Do you want to know why developing Chromium is a difficult task and why only some of the programmer tools are applicable to this project? Then you are welcome to read on...
Developing projects like Chromium is extremely difficult. Well, I even feel a bit awkward about the phrase "projects like Chromium" because I'm not familiar with any other project of that kind. There are the Linux core, of course, and the Visual Studio environment and many other large and heavy projects, but personally I had the chance to "shake hands" with Chromium only, and what I found there would certainly be of interest to every programmer, as there is much to learn from it indeed.
For example, I found out that they don't use Visual Studio too much. The reason is obvious: Chromium includes an enormous amount of projects, and the IDE by Microsoft just can't manage it, to be honest. "Aha!", the stern linuxoids would say, "You bet it can't!!!" But the Chromium developers don't use Linux Makefiles either - just for the same reason: the standard GNU make can't manage so many projects and runs too slow.
So what do the Chromium developers use then? They use the GYP (Generate Your Projects) build system. It can generate either .vcxproj files (for MSBuild/Visual C++) or files for the Ninja system (it's kind of a much simpler and faster makefile). That's why one needs to integrate a static analyzer into this build system to be able to perform analysis regularly. And that's exactly what we've done in our attempts to sell PVS-Studio to Google.
What is special about the Chromium project is that the size of its C/C++ source code, including third party libraries, is larger than 500 Mbytes and each modification of code is verified by dozens of thousands of automatic tests simultaneously on hundreds of test computers with various architectures and configurations. The development rate is also very remarkable: more than 900 unique authors added more than 48 thousand code revisions into Chromium's repository during 2012, which makes the average rate of one revision per 11 minutes and one revision per week by each active author.
Such a heavy and fast developing project sets especially strict requirements to versatility, accuracy and efficiency of bug detectors as well as the entire testing system in general. It was when analyzing Chromium that many bugs, defects and optimization troubles of detectors were discovered for the first time. In particular, it proved unfairly troublesome to use proprietary detectors, whose source code was not available for modifications, because they would too often process even the base primitives of the project incorrectly, whereas fixing those testing defects required programmers to wait too long before the next version of a detector was released.
Although PVS-Studio is not an open source project either, one can't deny that we are flexible enough. Checking Chromium without any troubles by integrating into the same build system it employs is our way to prove that.
We can distinguish 2 basic components of the PVS-Studio distribution package: the command-line analyzer PVS-Studio.exe itself and the IDE plugin to integrate it into one of the supported IDEs (Microsoft Visual Studio and Embarcadero RAD Studio).

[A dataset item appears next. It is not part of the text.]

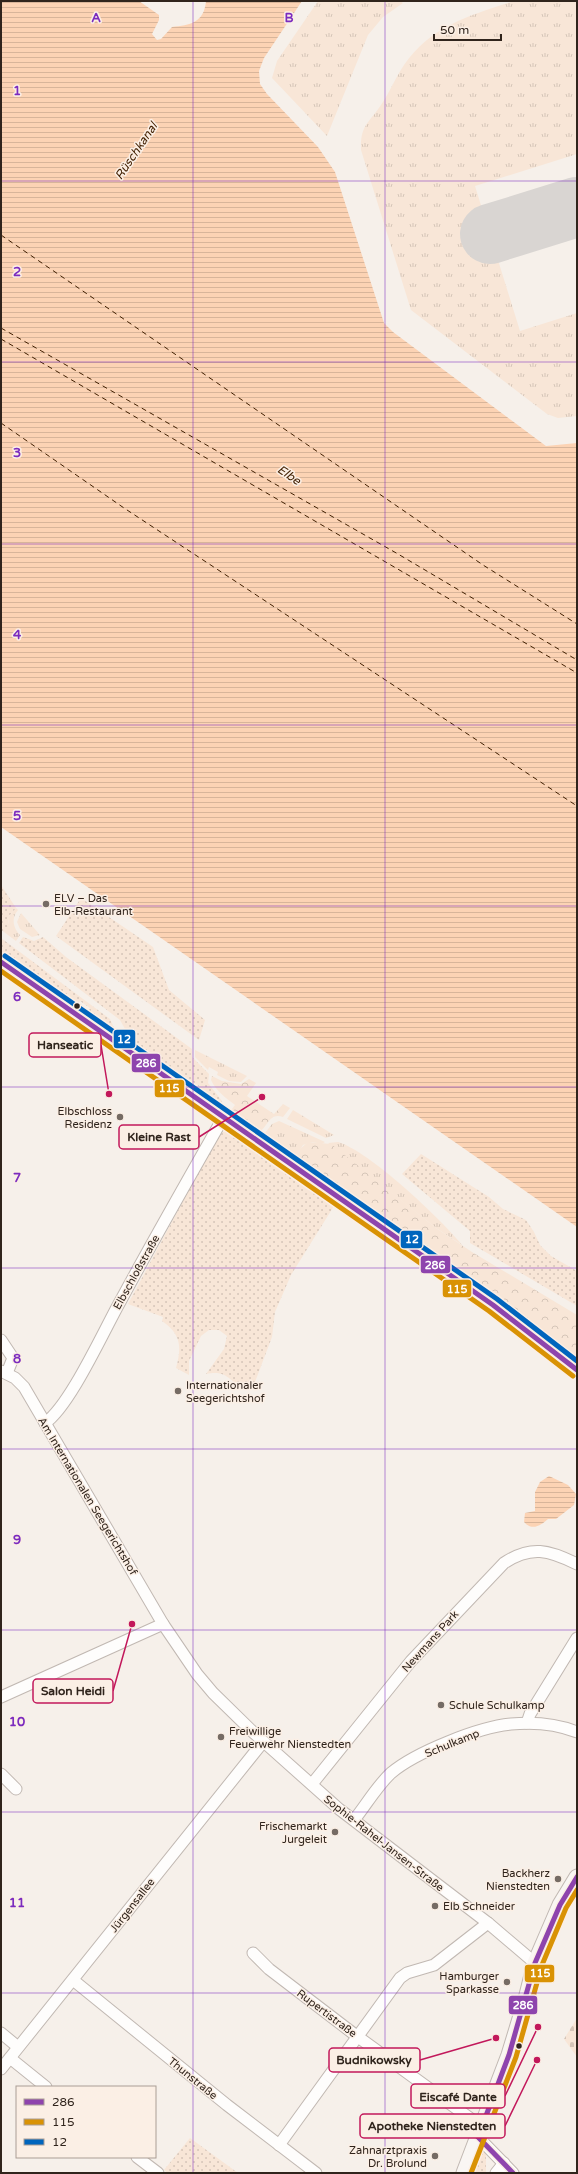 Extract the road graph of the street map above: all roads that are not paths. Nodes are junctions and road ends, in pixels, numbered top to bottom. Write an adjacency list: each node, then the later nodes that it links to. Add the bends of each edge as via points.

The command-line analyzer works in a way very much similar to a compiler: it is called individually for each file to be checked, each call containing parameters which, among others, include original compilation parameters for a particular file. After that, the analyzer calls a corresponding external preprocessor (depending on the compiler building the files) which generates a temporary i-file, i.e. the file with all the include and define directives expanded, for the analyzer to check it.
However, usage of PVS-Studio.exe is not limited to IDE plugins only. As said above, the command-line analyzer very much resembles a compiler in its working principles, so its call can be also integrated directly into the build system together with the compiler. For example, if you have your project built in the Eclipse IDE with gcc, you can integrate a PVS-Studio call into your makefiles.
For direct integration into the build process, you need to add a call of PVS-Studio.exe into the build script next to the call of the C/C++ compiler and pass the same parameters to the analyzer as to the compiler (and a few more additional parameters specifying the analysis report output). This requirement is determined by the consideration that the analyzer must be called for each file you want checked, each call containing specific parameters for each particular file. It can be most conveniently done at the same stage where automatic traverse of all the project's source files takes place.
As said above, Chromium is developed with the aid of the GYP (Generate Your Projects) build system that allows one to get native project files for different operating systems and compilers. Since the PVS-Studio analyzer currently supports the Windows family only, we need to find possible ways to build Chromium with the Visual C++ 10 compiler. This compiler (cl.exe) comes with the Visual Studio IDE package and can also be installed separately from a free package Windows SDK.
The GYP system employed by Chromium allows one to use the Visual C++ compiler (cl.exe) to get MSBuild project files (vcxproj). The MSBuild build system is a component of the .NET Framework package which is one of the standard components for the Windows family's operating systems.
The easiest way to get PVS-Studio to check the Chromium project is to use its native IDE plugin for Visual Studio. MSBuild project files can be opened and checked in this environment, and the PVS-Studio IDE plugin will automatically collect all the necessary information about each of the project files and call the PVS-Studio.exe analyzer to check them. Note that the free version Visual Studio Express Edition does not support IDE plugins.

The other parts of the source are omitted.